## RECORD SET
::::::

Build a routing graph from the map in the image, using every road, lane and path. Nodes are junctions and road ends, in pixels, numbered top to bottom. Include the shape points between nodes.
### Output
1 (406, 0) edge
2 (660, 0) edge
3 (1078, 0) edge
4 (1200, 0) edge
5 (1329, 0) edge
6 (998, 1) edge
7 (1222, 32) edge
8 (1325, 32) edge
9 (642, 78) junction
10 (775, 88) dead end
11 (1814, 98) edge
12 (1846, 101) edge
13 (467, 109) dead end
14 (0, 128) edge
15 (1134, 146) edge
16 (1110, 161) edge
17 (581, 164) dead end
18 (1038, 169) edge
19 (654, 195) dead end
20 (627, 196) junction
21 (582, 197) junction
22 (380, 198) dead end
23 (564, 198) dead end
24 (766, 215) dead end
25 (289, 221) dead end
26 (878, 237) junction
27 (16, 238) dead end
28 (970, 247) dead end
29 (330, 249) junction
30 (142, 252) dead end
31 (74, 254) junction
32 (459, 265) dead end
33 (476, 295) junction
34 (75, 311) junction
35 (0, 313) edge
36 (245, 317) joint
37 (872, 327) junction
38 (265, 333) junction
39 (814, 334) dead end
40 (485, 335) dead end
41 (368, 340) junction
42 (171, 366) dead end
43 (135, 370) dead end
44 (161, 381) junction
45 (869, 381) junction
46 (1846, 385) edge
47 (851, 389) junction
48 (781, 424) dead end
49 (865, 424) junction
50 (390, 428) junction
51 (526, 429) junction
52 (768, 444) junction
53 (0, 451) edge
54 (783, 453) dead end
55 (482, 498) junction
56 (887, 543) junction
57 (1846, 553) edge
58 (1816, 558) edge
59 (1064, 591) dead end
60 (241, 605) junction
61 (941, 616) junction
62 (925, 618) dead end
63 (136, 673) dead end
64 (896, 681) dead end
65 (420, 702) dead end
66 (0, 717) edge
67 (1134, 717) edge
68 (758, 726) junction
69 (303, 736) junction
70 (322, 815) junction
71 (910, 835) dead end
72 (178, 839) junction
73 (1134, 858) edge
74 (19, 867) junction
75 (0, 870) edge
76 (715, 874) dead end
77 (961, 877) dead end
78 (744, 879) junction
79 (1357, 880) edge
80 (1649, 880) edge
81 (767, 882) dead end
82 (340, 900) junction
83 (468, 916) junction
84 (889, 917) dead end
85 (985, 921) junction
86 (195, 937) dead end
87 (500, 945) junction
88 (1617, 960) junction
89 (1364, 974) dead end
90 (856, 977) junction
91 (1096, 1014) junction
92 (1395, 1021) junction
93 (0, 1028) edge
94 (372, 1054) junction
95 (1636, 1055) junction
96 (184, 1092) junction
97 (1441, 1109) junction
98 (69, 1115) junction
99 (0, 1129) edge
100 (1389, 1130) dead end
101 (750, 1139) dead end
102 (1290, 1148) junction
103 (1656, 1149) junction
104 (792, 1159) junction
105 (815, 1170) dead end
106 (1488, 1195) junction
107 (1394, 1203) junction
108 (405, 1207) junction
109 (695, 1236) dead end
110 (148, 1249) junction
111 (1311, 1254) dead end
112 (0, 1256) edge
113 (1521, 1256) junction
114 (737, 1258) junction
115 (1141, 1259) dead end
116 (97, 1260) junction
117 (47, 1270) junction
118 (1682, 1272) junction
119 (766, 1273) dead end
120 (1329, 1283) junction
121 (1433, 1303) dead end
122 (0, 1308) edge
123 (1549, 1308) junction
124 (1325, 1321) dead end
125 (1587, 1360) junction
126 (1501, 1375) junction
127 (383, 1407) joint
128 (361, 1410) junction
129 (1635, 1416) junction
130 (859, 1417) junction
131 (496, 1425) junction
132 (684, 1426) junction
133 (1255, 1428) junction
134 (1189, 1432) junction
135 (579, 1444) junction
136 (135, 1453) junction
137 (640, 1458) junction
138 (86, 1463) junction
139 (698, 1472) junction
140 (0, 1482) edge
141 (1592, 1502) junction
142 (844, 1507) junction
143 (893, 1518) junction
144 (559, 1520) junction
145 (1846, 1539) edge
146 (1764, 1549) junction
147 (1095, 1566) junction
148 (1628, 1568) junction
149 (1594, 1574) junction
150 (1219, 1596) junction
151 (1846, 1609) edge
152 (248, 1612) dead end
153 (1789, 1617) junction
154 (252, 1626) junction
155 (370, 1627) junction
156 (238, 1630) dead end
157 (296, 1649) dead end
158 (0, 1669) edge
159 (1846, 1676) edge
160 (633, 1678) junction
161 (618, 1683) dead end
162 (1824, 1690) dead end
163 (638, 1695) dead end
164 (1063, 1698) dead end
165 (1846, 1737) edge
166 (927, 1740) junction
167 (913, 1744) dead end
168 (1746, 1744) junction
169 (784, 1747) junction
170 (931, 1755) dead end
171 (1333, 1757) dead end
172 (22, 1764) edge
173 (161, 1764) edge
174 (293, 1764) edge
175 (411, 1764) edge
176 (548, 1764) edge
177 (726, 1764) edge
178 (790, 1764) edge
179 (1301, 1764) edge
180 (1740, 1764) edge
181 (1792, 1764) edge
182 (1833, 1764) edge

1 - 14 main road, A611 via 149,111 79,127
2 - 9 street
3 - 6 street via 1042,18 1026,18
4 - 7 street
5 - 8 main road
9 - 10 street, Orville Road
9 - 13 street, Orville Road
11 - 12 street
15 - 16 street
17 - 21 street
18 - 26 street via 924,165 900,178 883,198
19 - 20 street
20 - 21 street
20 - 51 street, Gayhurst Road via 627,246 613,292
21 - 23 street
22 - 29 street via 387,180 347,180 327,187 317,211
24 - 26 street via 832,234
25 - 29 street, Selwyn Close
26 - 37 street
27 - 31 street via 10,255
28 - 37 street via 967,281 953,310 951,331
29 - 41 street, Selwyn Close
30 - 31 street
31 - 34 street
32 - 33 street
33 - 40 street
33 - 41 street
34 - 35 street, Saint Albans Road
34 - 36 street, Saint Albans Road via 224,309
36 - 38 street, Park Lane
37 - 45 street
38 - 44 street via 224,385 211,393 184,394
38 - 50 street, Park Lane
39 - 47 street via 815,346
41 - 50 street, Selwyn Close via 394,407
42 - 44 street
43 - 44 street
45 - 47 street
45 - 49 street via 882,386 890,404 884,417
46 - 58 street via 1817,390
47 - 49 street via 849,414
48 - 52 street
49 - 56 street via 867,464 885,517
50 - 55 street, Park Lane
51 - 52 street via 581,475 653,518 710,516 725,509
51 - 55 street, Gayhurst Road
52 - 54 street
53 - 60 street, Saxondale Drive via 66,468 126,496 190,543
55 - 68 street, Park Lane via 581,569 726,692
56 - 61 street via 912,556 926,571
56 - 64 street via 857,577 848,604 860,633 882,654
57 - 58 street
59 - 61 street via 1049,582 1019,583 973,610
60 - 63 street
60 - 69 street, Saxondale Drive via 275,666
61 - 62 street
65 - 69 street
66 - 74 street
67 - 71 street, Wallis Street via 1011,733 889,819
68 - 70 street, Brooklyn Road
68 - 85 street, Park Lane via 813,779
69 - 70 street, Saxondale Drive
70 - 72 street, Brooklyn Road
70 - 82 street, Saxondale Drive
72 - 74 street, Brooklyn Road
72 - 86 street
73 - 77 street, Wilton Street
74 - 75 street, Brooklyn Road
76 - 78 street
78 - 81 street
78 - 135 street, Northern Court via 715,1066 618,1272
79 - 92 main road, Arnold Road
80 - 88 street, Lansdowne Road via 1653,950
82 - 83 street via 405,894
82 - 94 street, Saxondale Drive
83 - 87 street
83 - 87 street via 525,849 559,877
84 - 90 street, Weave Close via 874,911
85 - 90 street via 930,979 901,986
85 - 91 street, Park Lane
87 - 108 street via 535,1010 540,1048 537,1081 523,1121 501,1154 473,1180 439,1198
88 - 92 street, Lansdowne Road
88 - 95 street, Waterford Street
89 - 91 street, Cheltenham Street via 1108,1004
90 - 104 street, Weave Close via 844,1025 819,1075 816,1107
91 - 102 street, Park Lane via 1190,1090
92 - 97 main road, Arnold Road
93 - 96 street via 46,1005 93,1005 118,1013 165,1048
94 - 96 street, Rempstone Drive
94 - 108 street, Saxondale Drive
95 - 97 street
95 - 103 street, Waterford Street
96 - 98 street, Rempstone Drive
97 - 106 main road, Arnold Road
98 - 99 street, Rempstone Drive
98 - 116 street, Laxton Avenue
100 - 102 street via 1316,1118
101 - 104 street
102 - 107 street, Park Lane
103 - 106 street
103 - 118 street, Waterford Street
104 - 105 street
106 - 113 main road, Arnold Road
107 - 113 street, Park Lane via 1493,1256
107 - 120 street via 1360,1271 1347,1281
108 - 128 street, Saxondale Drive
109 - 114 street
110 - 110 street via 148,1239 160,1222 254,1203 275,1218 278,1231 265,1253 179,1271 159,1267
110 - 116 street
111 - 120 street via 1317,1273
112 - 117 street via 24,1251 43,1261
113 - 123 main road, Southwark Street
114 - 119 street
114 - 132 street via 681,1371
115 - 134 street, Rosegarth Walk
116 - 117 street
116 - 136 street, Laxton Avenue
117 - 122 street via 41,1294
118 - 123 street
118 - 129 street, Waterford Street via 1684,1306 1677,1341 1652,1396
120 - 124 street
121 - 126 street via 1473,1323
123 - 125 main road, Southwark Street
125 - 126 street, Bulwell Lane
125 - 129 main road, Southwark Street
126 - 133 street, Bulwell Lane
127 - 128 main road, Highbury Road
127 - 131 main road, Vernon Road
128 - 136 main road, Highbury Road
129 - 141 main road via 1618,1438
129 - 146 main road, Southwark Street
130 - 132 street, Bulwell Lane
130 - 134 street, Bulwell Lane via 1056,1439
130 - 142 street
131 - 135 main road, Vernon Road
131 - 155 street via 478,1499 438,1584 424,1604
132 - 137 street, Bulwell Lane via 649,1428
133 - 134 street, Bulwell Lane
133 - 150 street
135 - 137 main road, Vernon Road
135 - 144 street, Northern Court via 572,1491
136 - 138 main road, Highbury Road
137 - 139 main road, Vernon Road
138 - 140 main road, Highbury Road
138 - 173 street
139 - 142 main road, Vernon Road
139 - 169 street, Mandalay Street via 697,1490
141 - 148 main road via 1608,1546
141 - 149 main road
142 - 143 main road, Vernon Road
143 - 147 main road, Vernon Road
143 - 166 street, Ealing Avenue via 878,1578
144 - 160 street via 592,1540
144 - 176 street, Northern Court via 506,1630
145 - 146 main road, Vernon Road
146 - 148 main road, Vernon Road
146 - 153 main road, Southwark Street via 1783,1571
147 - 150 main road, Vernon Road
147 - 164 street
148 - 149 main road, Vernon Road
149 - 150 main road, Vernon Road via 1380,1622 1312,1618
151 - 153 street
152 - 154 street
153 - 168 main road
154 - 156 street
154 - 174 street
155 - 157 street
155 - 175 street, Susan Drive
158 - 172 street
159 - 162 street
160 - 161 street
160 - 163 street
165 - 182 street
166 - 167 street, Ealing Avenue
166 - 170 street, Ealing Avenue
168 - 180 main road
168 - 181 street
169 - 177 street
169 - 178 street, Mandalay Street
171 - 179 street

::::::

## ASSIGNMENT
Within the data above, find the lines that contain the word "Waterford" and copy each of them.

## REPLY TO THE EXERCISE
88 - 95 street, Waterford Street
95 - 103 street, Waterford Street
103 - 118 street, Waterford Street
118 - 129 street, Waterford Street via 1684,1306 1677,1341 1652,1396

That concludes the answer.